*** Begin section ***

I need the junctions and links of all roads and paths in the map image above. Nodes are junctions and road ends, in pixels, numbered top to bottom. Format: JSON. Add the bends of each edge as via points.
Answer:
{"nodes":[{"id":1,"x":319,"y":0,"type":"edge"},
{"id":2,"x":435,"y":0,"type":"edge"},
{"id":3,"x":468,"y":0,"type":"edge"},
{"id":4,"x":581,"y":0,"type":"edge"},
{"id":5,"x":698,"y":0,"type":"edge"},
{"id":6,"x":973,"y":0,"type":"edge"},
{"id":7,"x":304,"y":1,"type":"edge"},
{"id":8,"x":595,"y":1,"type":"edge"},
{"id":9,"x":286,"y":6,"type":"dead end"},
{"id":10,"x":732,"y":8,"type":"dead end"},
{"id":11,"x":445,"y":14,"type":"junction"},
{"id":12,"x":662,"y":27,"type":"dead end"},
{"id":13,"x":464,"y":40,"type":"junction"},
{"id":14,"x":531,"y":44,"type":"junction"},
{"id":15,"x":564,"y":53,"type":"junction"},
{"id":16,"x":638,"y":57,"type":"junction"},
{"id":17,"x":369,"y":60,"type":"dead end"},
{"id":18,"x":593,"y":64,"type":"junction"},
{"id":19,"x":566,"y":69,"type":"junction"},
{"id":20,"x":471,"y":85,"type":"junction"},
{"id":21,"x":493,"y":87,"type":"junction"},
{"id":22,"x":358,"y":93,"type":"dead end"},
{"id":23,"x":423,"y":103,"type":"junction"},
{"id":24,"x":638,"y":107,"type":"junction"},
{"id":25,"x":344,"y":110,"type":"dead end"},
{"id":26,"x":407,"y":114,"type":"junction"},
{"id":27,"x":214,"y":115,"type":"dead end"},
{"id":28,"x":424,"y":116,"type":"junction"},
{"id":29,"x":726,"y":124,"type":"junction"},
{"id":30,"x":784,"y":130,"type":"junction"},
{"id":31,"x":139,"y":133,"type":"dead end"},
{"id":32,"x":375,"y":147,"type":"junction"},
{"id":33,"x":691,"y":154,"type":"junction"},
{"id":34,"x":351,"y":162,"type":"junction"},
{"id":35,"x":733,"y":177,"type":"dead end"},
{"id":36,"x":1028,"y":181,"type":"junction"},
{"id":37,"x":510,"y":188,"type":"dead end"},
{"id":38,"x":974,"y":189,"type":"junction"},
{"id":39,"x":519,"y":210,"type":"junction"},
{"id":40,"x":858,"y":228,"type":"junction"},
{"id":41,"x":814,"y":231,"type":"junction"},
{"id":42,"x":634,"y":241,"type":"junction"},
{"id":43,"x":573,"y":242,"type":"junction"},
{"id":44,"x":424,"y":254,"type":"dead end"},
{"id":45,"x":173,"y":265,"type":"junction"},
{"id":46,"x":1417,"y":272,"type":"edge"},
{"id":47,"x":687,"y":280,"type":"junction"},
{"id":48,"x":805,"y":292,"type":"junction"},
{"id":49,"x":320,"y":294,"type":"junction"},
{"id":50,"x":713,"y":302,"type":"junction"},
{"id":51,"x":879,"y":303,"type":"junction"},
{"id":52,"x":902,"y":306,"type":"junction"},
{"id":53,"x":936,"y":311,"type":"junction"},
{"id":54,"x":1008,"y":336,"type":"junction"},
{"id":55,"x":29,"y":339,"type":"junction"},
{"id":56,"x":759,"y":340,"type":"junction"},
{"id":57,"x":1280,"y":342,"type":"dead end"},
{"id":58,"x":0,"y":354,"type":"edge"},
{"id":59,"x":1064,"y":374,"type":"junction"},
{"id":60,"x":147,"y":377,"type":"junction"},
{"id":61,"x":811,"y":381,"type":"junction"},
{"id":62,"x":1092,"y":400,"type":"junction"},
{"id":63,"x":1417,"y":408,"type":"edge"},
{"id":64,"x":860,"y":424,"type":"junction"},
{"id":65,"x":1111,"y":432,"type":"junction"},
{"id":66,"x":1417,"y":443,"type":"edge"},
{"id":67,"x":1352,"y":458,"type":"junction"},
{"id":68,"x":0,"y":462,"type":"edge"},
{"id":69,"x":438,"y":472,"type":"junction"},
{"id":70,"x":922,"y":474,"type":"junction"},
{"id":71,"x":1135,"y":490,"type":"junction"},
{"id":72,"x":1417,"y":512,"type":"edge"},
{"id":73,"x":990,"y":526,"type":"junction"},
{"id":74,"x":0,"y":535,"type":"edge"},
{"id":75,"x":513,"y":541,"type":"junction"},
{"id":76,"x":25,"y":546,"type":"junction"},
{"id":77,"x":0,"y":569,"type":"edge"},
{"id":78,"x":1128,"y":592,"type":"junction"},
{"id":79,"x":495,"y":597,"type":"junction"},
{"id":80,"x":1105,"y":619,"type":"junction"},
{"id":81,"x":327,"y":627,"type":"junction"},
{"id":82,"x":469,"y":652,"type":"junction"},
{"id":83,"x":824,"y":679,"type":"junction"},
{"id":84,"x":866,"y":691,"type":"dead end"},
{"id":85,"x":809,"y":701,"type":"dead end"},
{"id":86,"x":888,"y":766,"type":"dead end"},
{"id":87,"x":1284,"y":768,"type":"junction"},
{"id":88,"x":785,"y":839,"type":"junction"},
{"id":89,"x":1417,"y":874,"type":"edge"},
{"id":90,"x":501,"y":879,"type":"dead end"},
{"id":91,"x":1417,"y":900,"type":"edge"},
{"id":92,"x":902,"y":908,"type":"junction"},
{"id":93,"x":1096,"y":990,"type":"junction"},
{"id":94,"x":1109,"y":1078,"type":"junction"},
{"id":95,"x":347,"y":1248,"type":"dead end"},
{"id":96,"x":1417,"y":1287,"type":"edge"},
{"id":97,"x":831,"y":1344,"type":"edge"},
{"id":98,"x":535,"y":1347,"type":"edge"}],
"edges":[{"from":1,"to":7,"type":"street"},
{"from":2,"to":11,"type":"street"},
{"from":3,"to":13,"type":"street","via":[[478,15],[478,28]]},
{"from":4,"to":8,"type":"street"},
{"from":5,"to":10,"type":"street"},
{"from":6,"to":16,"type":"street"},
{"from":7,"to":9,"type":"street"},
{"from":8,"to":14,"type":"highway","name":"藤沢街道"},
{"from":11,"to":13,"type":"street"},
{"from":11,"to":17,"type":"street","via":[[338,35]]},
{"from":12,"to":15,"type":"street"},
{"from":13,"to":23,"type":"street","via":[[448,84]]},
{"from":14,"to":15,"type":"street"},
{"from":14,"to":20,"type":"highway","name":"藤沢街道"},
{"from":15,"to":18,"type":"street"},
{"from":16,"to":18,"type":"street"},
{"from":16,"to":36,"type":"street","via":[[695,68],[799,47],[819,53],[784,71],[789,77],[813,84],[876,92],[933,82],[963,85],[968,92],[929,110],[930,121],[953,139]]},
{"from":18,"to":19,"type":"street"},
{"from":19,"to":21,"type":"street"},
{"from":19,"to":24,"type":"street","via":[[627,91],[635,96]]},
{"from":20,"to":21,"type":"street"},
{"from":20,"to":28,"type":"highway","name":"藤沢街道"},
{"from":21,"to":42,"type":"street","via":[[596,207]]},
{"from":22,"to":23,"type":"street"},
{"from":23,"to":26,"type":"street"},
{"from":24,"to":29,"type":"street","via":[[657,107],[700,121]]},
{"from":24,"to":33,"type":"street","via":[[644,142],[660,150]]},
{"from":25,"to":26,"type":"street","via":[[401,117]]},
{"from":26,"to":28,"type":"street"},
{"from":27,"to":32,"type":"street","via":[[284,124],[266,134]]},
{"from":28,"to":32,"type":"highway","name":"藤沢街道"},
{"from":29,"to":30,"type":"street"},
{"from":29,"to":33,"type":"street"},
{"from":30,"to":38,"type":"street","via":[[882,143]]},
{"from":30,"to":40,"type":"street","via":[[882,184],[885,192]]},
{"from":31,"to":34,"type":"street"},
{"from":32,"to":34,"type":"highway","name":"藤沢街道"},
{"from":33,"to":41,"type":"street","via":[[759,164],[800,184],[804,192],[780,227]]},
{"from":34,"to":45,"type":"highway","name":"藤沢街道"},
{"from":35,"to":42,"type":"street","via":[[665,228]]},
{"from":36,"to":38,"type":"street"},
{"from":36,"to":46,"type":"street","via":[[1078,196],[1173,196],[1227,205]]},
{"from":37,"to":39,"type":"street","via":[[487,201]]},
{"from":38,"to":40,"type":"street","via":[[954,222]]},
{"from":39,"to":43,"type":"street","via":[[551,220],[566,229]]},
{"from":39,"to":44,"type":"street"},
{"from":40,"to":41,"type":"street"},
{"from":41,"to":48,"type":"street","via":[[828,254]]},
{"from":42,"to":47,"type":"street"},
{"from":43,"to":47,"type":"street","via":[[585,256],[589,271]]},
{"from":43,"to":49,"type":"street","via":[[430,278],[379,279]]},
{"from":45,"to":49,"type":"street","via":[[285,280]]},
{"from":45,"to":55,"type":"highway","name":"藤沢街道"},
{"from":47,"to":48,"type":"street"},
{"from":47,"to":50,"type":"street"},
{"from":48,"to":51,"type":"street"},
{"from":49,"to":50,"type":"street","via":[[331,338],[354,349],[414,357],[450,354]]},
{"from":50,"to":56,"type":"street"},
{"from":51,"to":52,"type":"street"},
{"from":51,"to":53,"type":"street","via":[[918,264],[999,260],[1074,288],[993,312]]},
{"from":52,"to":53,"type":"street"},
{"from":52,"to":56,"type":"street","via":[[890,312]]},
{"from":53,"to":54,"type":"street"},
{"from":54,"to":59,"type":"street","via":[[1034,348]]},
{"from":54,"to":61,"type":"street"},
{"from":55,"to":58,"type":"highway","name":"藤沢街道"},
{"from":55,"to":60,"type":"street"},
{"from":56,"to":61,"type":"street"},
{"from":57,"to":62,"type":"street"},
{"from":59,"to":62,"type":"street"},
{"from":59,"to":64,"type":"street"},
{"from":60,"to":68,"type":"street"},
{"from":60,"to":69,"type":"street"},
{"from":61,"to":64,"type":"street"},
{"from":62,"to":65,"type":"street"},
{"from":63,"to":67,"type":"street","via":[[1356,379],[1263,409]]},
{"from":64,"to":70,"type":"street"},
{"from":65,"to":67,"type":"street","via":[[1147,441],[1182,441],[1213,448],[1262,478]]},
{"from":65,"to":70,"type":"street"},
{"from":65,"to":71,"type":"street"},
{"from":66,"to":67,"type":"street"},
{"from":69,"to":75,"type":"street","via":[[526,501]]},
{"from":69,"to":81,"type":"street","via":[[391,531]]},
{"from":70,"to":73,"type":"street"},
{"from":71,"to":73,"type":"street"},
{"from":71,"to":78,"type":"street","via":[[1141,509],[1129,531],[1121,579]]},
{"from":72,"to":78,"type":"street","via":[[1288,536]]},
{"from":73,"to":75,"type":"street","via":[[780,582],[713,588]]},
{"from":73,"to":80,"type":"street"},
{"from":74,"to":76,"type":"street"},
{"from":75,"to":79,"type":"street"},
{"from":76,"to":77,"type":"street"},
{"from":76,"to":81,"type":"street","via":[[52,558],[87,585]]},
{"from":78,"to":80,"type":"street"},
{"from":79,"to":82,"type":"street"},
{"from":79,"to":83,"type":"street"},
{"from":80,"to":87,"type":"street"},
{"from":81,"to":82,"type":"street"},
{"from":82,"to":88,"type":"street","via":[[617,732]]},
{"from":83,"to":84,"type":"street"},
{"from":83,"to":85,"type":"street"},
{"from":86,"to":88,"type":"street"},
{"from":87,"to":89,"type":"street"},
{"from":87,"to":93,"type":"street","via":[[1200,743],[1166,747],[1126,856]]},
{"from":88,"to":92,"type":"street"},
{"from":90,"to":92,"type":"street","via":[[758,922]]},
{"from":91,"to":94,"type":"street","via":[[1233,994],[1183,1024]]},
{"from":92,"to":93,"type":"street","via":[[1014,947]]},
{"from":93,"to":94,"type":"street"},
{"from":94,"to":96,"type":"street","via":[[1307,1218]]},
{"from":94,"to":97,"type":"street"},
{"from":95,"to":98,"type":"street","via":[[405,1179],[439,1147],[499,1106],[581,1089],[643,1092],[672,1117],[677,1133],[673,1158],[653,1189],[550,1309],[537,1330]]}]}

*** End section ***

Count every line in the data that contains the word "name", then give that count and nothing else.

YOUR SOLUTION: 8